REQUIRED ACTION> Where an entry holds an image, leave the image out; otherwise reproduce the entry exactly.

DATA SUPPLIED>
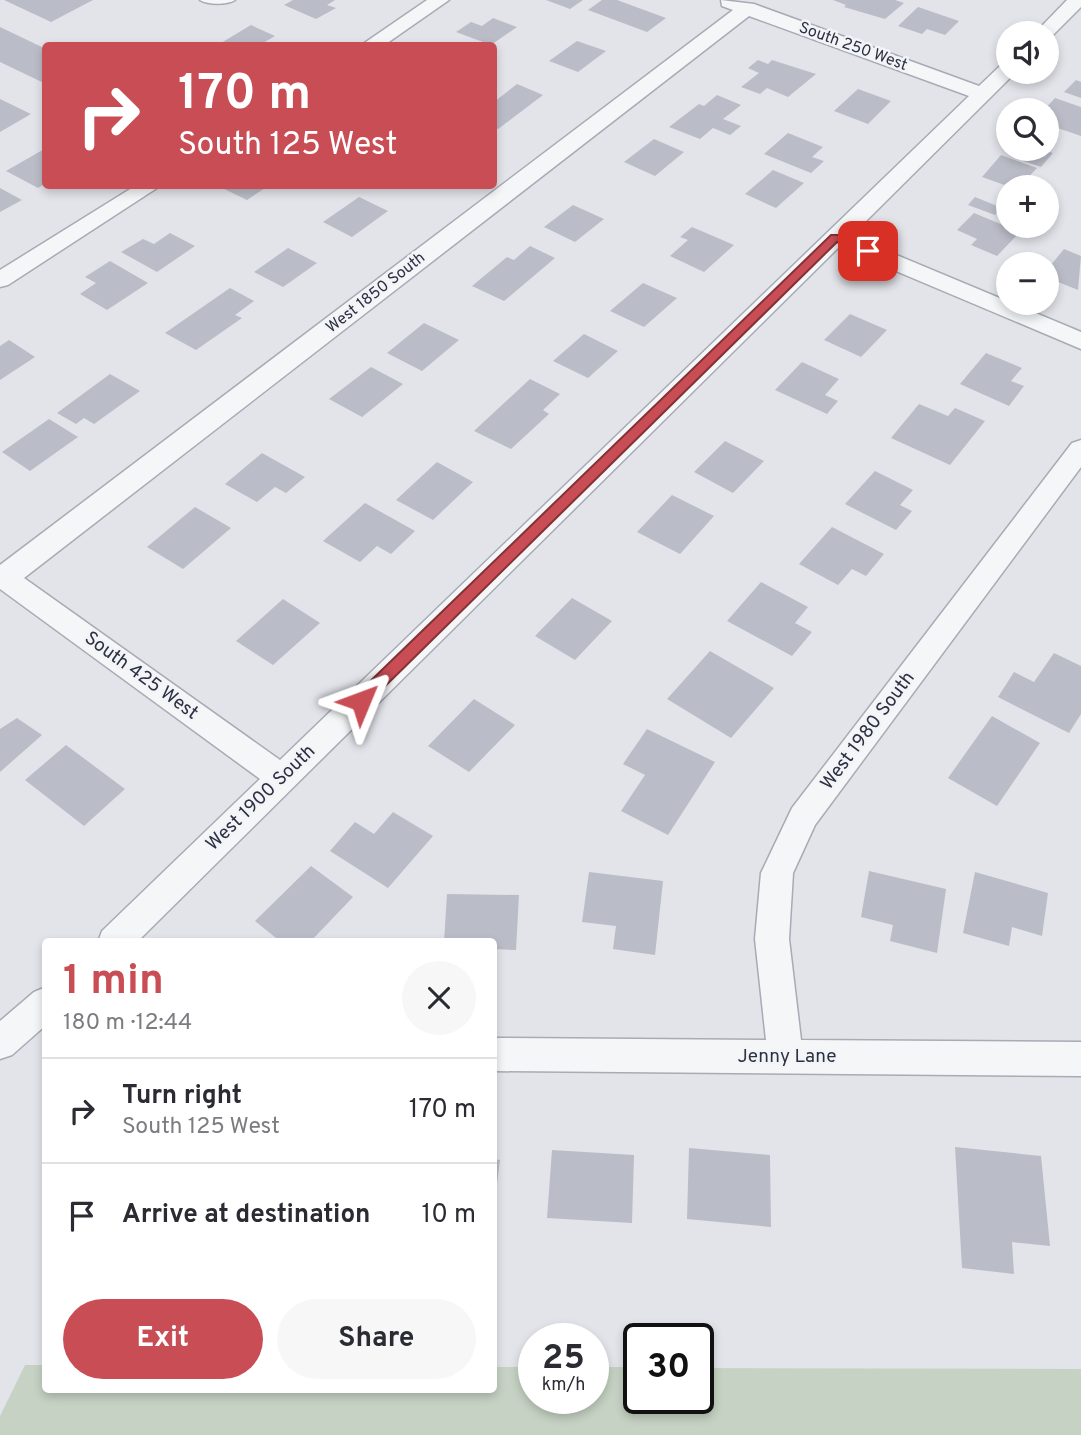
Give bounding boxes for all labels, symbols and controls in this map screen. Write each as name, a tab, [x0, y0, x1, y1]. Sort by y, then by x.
street label: South 250 West	[796, 18, 910, 76]
map controls	[996, 21, 1059, 315]
button: sound	[996, 21, 1059, 84]
text: 170 m	[178, 65, 311, 127]
icon: right	[63, 70, 154, 161]
button: search	[996, 98, 1059, 161]
text: South 125 West	[178, 126, 398, 166]
button: +	[996, 175, 1059, 238]
pin	[838, 221, 898, 281]
icon: arrive	[849, 232, 887, 270]
street label: West 1850 South	[322, 248, 430, 338]
button: −	[996, 252, 1059, 315]
street label: South 425 West	[79, 627, 203, 725]
position arrow	[324, 664, 398, 738]
street label: West 1980 South	[816, 667, 920, 795]
street label: West 1900 South	[201, 740, 321, 856]
text: 1 min	[63, 956, 164, 1009]
button: close	[402, 961, 476, 1035]
text: 180 m · 12:44	[63, 1009, 192, 1038]
street label: Jenny Lane	[738, 1045, 836, 1069]
text: Turn right	[122, 1080, 242, 1113]
icon: right	[63, 1092, 101, 1130]
text: 170 m	[409, 1094, 476, 1127]
text: South 125 West	[122, 1113, 280, 1142]
icon: arrive	[63, 1197, 101, 1235]
text: Arrive at destination	[122, 1199, 370, 1232]
text: 10 m	[421, 1199, 476, 1232]
button: Exit	[63, 1299, 263, 1379]
button: Share	[277, 1299, 476, 1379]
speed limit sign: 30	[623, 1323, 714, 1414]
text: 25	[542, 1337, 585, 1381]
text: km/h	[542, 1374, 585, 1397]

ANSWER SPACE>
Give bounding boxes for all labels, symbols and controls in this map screen. Write each as name, a tab, [x0, y0, x1, y1]. Sort by y, then by x.
street label: South 250 West	[796, 18, 910, 76]
map controls	[996, 21, 1059, 315]
button: sound	[996, 21, 1059, 84]
text: 170 m	[178, 65, 311, 127]
icon: right	[63, 70, 154, 161]
button: search	[996, 98, 1059, 161]
text: South 125 West	[178, 126, 398, 166]
button: +	[996, 175, 1059, 238]
pin	[838, 221, 898, 281]
icon: arrive	[849, 232, 887, 270]
street label: West 1850 South	[322, 248, 430, 338]
button: −	[996, 252, 1059, 315]
street label: South 425 West	[79, 627, 203, 725]
position arrow	[324, 664, 398, 738]
street label: West 1980 South	[816, 667, 920, 795]
street label: West 1900 South	[201, 740, 321, 856]
text: 1 min	[63, 956, 164, 1009]
button: close	[402, 961, 476, 1035]
text: 180 m · 12:44	[63, 1009, 192, 1038]
street label: Jenny Lane	[738, 1045, 836, 1069]
text: Turn right	[122, 1080, 242, 1113]
icon: right	[63, 1092, 101, 1130]
text: 170 m	[409, 1094, 476, 1127]
text: South 125 West	[122, 1113, 280, 1142]
icon: arrive	[63, 1197, 101, 1235]
text: Arrive at destination	[122, 1199, 370, 1232]
text: 10 m	[421, 1199, 476, 1232]
button: Exit	[63, 1299, 263, 1379]
button: Share	[277, 1299, 476, 1379]
speed limit sign: 30	[623, 1323, 714, 1414]
text: 25	[542, 1337, 585, 1381]
text: km/h	[542, 1374, 585, 1397]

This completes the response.